La gran mayoría de nosotros no somos prodigios, no somos especiales, aún si cocinamos bastante bien. Tampoco somos homogéneos: un gran asador rara vez maneja la pastelería francesa con solvencia. Mi mamá, una cocinera maravillosa, no amasa. Punto. Nunca hace pastas, ni pizzas, ni panes. Prepara unos regios ñoquis, y en épocas de hiperinflación, con tres hijos, supo sacar de la galera unas medialunas memorables, así que todos comprobamos de qué es capaz. Aun así, no es lo suyo, no quiere que lo sea. Esto es igual entre los cocineros profesionales; hayas estudiado o no, te especializás, poco a poco.

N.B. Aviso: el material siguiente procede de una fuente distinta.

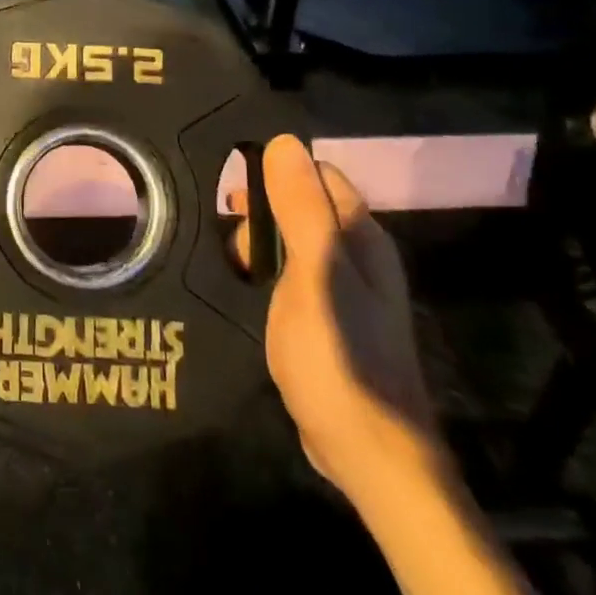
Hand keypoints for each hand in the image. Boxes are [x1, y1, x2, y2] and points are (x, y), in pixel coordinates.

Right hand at [232, 136, 442, 504]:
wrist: (368, 453)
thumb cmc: (339, 355)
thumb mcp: (313, 273)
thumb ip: (301, 208)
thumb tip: (284, 141)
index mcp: (360, 237)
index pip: (318, 176)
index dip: (274, 174)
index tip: (231, 192)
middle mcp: (358, 257)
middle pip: (304, 207)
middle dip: (261, 213)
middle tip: (228, 241)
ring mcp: (345, 292)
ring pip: (294, 244)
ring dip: (260, 245)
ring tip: (227, 266)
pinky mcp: (330, 321)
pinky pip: (293, 278)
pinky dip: (267, 275)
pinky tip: (244, 292)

Y si sos afortunado, te especializás en lo que te gusta.

No necesariamente lo que te gusta comer es lo que va a gustar cocinar. A mí, por ejemplo, me gusta mucho jugar a la repostería. Es un mundo de desafíos por el estilo de cocina que manejo –con diversos endulzantes, harinas integrales, ingredientes a veces fuera de la pastelería tradicional– lo que en sí mismo me estimula, es un desafío entretenido. Pero también tiene una belleza estética innegable. Los colores, las formas, la aptitud plástica de los dulces son únicos. Durante el último verano mi hija, que no tenía colonia ni permiso para usar pantallas durante el día, me invitaba a jugar con repostería clásica, francesa, en la cual yo incursiono poco. Mi verano no era tan calmo como el de ella, pero empezamos unas sesiones experimentales de manteca y azúcar, merengues brillosos y frangipane dorado. Se armó una serie hermosa, durante la cual fui feliz y aprendí técnicas, como pastelera amateur. ¿Cómo comensal? Me empalago de solo recordar cada uno de esos bocados perfectos, laqueados y perfumados. Paso, gracias.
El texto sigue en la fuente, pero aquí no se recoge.